INSTRUCTIONS FOR THE TASK ::
Look through the data below, tally the lines where "Loguen" occurs, and write the total alone.

Saved entries ::
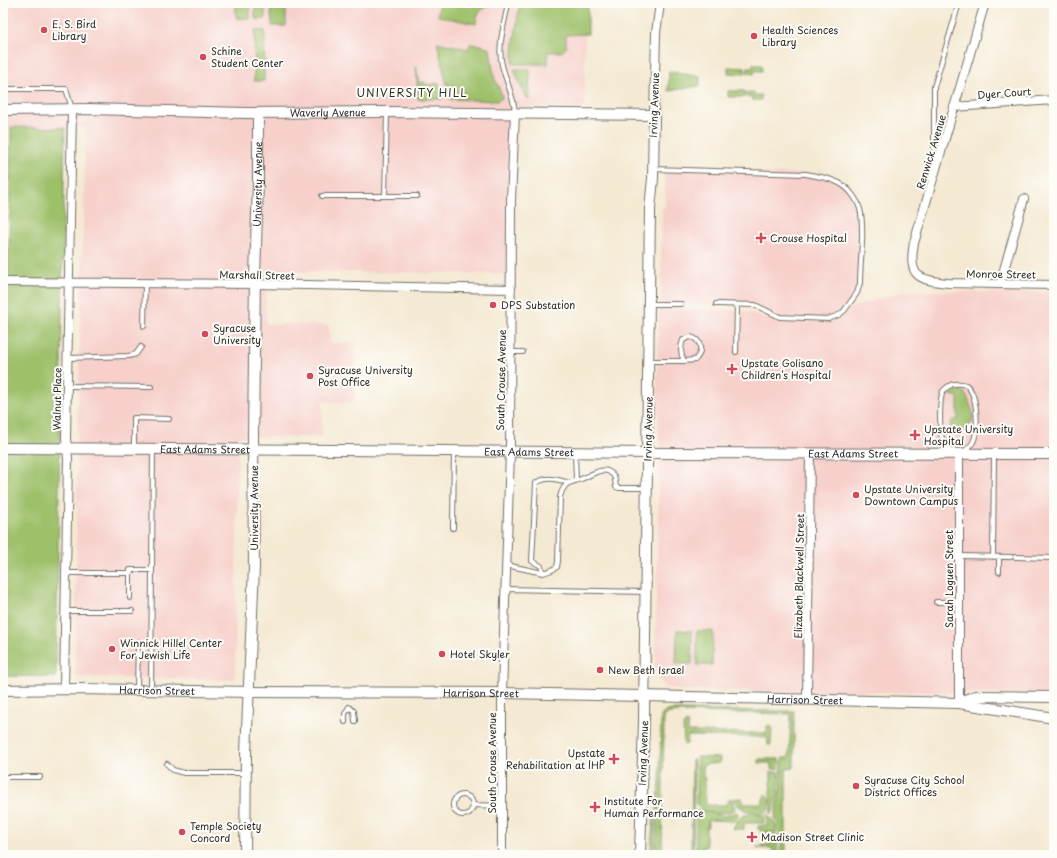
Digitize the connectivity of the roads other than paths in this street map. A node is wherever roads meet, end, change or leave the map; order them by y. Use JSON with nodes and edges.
{"nodes":[{"id":1,"x":508,"y":3,"type":"edge"},
{"id":2,"x":660,"y":3,"type":"edge"},
{"id":3,"x":959,"y":3,"type":"edge"},
{"id":4,"x":985,"y":3,"type":"edge"},
{"id":5,"x":3,"y":100,"type":"edge"},
{"id":6,"x":1054,"y":100,"type":"edge"},
{"id":7,"x":954,"y":107,"type":"junction"},
{"id":8,"x":3,"y":110,"type":"edge"},
{"id":9,"x":72,"y":110,"type":"junction"},
{"id":10,"x":258,"y":112,"type":"junction"},
{"id":11,"x":387,"y":112,"type":"junction"},
{"id":12,"x":515,"y":113,"type":"junction"},
{"id":13,"x":654,"y":115,"type":"junction"},
{"id":14,"x":653,"y":170,"type":"junction"},
{"id":15,"x":934,"y":172,"type":"junction"},
{"id":16,"x":322,"y":196,"type":"dead end"},
{"id":17,"x":386,"y":196,"type":"junction"},
{"id":18,"x":417,"y":196,"type":"dead end"},
{"id":19,"x":1024,"y":199,"type":"dead end"},
{"id":20,"x":3,"y":282,"type":"edge"},
{"id":21,"x":68,"y":283,"type":"junction"},
{"id":22,"x":145,"y":283,"type":"junction"},
{"id":23,"x":948,"y":283,"type":"joint"},
{"id":24,"x":255,"y":284,"type":"junction"},
{"id":25,"x":1000,"y":284,"type":"junction"},
{"id":26,"x":1054,"y":285,"type":"edge"},
{"id":27,"x":511,"y":289,"type":"junction"},
{"id":28,"x":649,"y":304,"type":"junction"},
{"id":29,"x":681,"y":304,"type":"dead end"},
{"id":30,"x":716,"y":304,"type":"dead end"},
{"id":31,"x":737,"y":304,"type":"junction"},
{"id":32,"x":144,"y":326,"type":"dead end"},
{"id":33,"x":140,"y":347,"type":"dead end"},
{"id":34,"x":511,"y":352,"type":"junction"},
{"id":35,"x":523,"y":352,"type":"dead end"},
{"id":36,"x":736,"y":352,"type":"dead end"},
{"id":37,"x":67,"y":358,"type":"junction"},
{"id":38,"x":649,"y":360,"type":"junction"},
{"id":39,"x":684,"y":361,"type":"junction"},
{"id":40,"x":67,"y":386,"type":"junction"},
{"id":41,"x":151,"y":387,"type":"dead end"},
{"id":42,"x":168,"y":419,"type":"dead end"},
{"id":43,"x":3,"y":448,"type":"edge"},
{"id":44,"x":67,"y":448,"type":"junction"},
{"id":45,"x":134,"y":448,"type":"junction"},
{"id":46,"x":152,"y":448,"type":"junction"},
{"id":47,"x":254,"y":449,"type":"junction"},
{"id":48,"x":454,"y":451,"type":"junction"},
{"id":49,"x":510,"y":452,"type":"junction"},
{"id":50,"x":575,"y":452,"type":"junction"},
{"id":51,"x":648,"y":453,"type":"junction"},
{"id":52,"x":810,"y":453,"type":"junction"},
{"id":53,"x":1054,"y":454,"type":"edge"},
{"id":54,"x":960,"y":455,"type":"junction"},
{"id":55,"x":994,"y":455,"type":"junction"},
{"id":56,"x":576,"y":481,"type":"junction"},
{"id":57,"x":569,"y":483,"type":"junction"},
{"id":58,"x":648,"y":488,"type":"junction"},
{"id":59,"x":452,"y":528,"type":"dead end"},
{"id":60,"x":960,"y":556,"type":"junction"},
{"id":61,"x":993,"y":557,"type":"junction"},
{"id":62,"x":999,"y":557,"type":"junction"},
{"id":63,"x":1054,"y":558,"type":"edge"},
{"id":64,"x":506,"y":565,"type":"junction"},
{"id":65,"x":152,"y":570,"type":"junction"},
{"id":66,"x":999,"y":572,"type":"dead end"},
{"id":67,"x":66,"y":573,"type":"junction"},
{"id":68,"x":130,"y":573,"type":"junction"},
{"id":69,"x":543,"y":573,"type":"junction"},
{"id":70,"x":505,"y":590,"type":"junction"},
{"id":71,"x":646,"y":592,"type":"junction"},
{"id":72,"x":130,"y":598,"type":"dead end"},
{"id":73,"x":936,"y":602,"type":"dead end"},
{"id":74,"x":959,"y":602,"type":"junction"},
{"id":75,"x":65,"y":611,"type":"junction"},
{"id":76,"x":132,"y":611,"type":"dead end"},
{"id":77,"x":138,"y":642,"type":"dead end"},
{"id":78,"x":3,"y":690,"type":"edge"},
{"id":79,"x":64,"y":690,"type":"junction"},
{"id":80,"x":137,"y":690,"type":"junction"},
{"id":81,"x":151,"y":690,"type":"junction"},
{"id":82,"x":250,"y":692,"type":"junction"},
{"id":83,"x":502,"y":693,"type":"junction"},
{"id":84,"x":644,"y":696,"type":"junction"},
{"id":85,"x":1054,"y":697,"type":"edge"},
{"id":86,"x":807,"y":699,"type":"junction"},
{"id":87,"x":959,"y":703,"type":"junction"},
{"id":88,"x":1054,"y":718,"type":"edge"},
{"id":89,"x":355,"y":721,"type":"dead end"},
{"id":90,"x":345,"y":722,"type":"dead end"},
{"id":91,"x":167,"y":764,"type":"dead end"},
{"id":92,"x":246,"y":773,"type":"junction"},
{"id":93,"x":3,"y":777,"type":"edge"},
{"id":94,"x":40,"y":777,"type":"dead end"},
{"id":95,"x":473,"y":805,"type":"junction"},
{"id":96,"x":502,"y":806,"type":"junction"},
{"id":97,"x":245,"y":855,"type":"edge"},
{"id":98,"x":502,"y":855,"type":"edge"},
{"id":99,"x":640,"y":855,"type":"edge"}],
"edges":[{"from":1,"to":12,"type":"lane","name":"South Crouse Avenue"},
{"from":2,"to":13,"type":"street","name":"Irving Avenue"},
{"from":3,"to":15,"type":"lane"},
{"from":4,"to":7,"type":"street","name":"Renwick Avenue"},
{"from":5,"to":9,"type":"lane"},
{"from":6,"to":7,"type":"street","name":"Dyer Court"},
{"from":7,"to":15,"type":"street","name":"Renwick Avenue"},
{"from":8,"to":9,"type":"street","name":"Waverly Avenue"},
{"from":9,"to":10,"type":"street","name":"Waverly Avenue"},
{"from":9,"to":21,"type":"street","name":"Walnut Place"},
{"from":10,"to":11,"type":"street","name":"Waverly Avenue"},
{"from":10,"to":24,"type":"street","name":"University Avenue"},
{"from":11,"to":12,"type":"street","name":"Waverly Avenue"},
{"from":11,"to":17,"type":"lane"},
{"from":12,"to":13,"type":"street","name":"Waverly Avenue"},
{"from":12,"to":27,"type":"street","name":"South Crouse Avenue"},
{"from":13,"to":14,"type":"street","name":"Irving Avenue"},
{"from":14,"to":28,"type":"street","name":"Irving Avenue"},
{"from":14,"to":31,"type":"lane"},
{"from":15,"to":23,"type":"street","name":"Renwick Avenue"},
{"from":16,"to":17,"type":"lane"},
{"from":17,"to":18,"type":"lane"},
{"from":19,"to":25,"type":"street"},
{"from":20,"to":21,"type":"street","name":"Marshall Street"},
{"from":21,"to":22,"type":"street","name":"Marshall Street"},
{"from":21,"to":37,"type":"street","name":"Walnut Place"},
{"from":22,"to":24,"type":"street","name":"Marshall Street"},
{"from":22,"to":32,"type":"lane"},
{"from":23,"to":25,"type":"street","name":"Monroe Street"},
{"from":24,"to":27,"type":"street","name":"Marshall Street"},
{"from":24,"to":47,"type":"street","name":"University Avenue"},
{"from":25,"to":26,"type":"street","name":"Monroe Street"},
{"from":27,"to":34,"type":"street","name":"South Crouse Avenue"},
{"from":28,"to":29,"type":"lane"},
{"from":28,"to":38,"type":"street","name":"Irving Avenue"},
{"from":30,"to":31,"type":"lane"},
{"from":31,"to":36,"type":"lane"},
{"from":33,"to":37,"type":"lane"},
{"from":34,"to":35,"type":"lane"},
{"from":34,"to":49,"type":"street","name":"South Crouse Avenue"},
{"from":37,"to":40,"type":"street","name":"Walnut Place"},
{"from":38,"to":39,"type":"lane"},
{"from":38,"to":51,"type":"street","name":"Irving Avenue"},
{"from":39,"to":39,"type":"lane"},
{"from":40,"to":41,"type":"lane"},
{"from":40,"to":44,"type":"street","name":"Walnut Place"},
{"from":42,"to":45,"type":"lane"},
{"from":43,"to":44,"type":"street","name":"East Adams Street"},
{"from":44,"to":45,"type":"street","name":"East Adams Street"},
{"from":44,"to":67,"type":"street","name":"Walnut Place"},
{"from":45,"to":46,"type":"street","name":"East Adams Street"},
{"from":46,"to":47,"type":"street","name":"East Adams Street"},
{"from":46,"to":65,"type":"lane"},
{"from":47,"to":48,"type":"street","name":"East Adams Street"},
{"from":47,"to":82,"type":"street","name":"University Avenue"},
{"from":48,"to":49,"type":"street","name":"East Adams Street"},
{"from":48,"to":59,"type":"lane"},
{"from":49,"to":50,"type":"street","name":"East Adams Street"},
{"from":49,"to":64,"type":"street","name":"South Crouse Avenue"},
{"from":50,"to":51,"type":"street","name":"East Adams Street"},
{"from":50,"to":56,"type":"lane"},
{"from":51,"to":52,"type":"street","name":"East Adams Street"},
{"from":51,"to":58,"type":"street","name":"Irving Avenue"},
{"from":52,"to":54,"type":"street","name":"East Adams Street"},
{"from":52,"to":86,"type":"street","name":"Elizabeth Blackwell Street"},
{"from":53,"to":55,"type":"street","name":"East Adams Street"},
{"from":54,"to":54,"type":"lane"},
{"from":54,"to":55,"type":"street","name":"East Adams Street"},
{"from":54,"to":60,"type":"street","name":"Sarah Loguen Street"},
{"from":55,"to":61,"type":"lane"},
{"from":56,"to":57,"type":"lane"},
{"from":56,"to":58,"type":"lane"},
{"from":57,"to":69,"type":"lane"},
{"from":57,"to":69,"type":"lane"},
{"from":58,"to":71,"type":"street","name":"Irving Avenue"},
{"from":60,"to":61,"type":"lane"},
{"from":60,"to":74,"type":"street","name":"Sarah Loguen Street"},
{"from":61,"to":62,"type":"lane"},
{"from":62,"to":63,"type":"lane"},
{"from":62,"to":66,"type":"lane"},
{"from":64,"to":69,"type":"lane"},
{"from":64,"to":70,"type":"street","name":"South Crouse Avenue"},
{"from":65,"to":68,"type":"lane"},
{"from":65,"to":81,"type":"lane"},
{"from":67,"to":68,"type":"lane"},
{"from":67,"to":75,"type":"street","name":"Walnut Place"},
{"from":68,"to":72,"type":"lane"},
{"from":70,"to":71,"type":"lane"},
{"from":70,"to":83,"type":"street","name":"South Crouse Avenue"},
{"from":71,"to":84,"type":"street","name":"Irving Avenue"},
{"from":73,"to":74,"type":"lane"},
{"from":74,"to":87,"type":"street","name":"Sarah Loguen Street"},
{"from":75,"to":76,"type":"lane"},
{"from":75,"to":79,"type":"street","name":"Walnut Place"},
{"from":77,"to":80,"type":"lane"},
{"from":78,"to":79,"type":"street","name":"Harrison Street"},
{"from":79,"to":80,"type":"street","name":"Harrison Street"},
{"from":80,"to":81,"type":"street","name":"Harrison Street"},
{"from":81,"to":82,"type":"street","name":"Harrison Street"},
{"from":82,"to":83,"type":"street","name":"Harrison Street"},
{"from":82,"to":92,"type":"street","name":"University Avenue"},
{"from":83,"to":84,"type":"street","name":"Harrison Street"},
{"from":83,"to":96,"type":"street","name":"South Crouse Avenue"},
{"from":84,"to":86,"type":"street","name":"Harrison Street"},
{"from":84,"to":99,"type":"street","name":"Irving Avenue"},
{"from":85,"to":87,"type":"street","name":"Harrison Street"},
{"from":86,"to":87,"type":"street","name":"Harrison Street"},
{"from":87,"to":88,"type":"street","name":"Harrison Street"},
{"from":89,"to":90,"type":"lane"},
{"from":91,"to":92,"type":"lane"},
{"from":92,"to":97,"type":"street","name":"University Avenue"},
{"from":93,"to":94,"type":"lane"},
{"from":95,"to":95,"type":"lane"},
{"from":95,"to":96,"type":"lane"},
{"from":96,"to":98,"type":"street","name":"South Crouse Avenue"}]}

RESPONSE BOX ::
3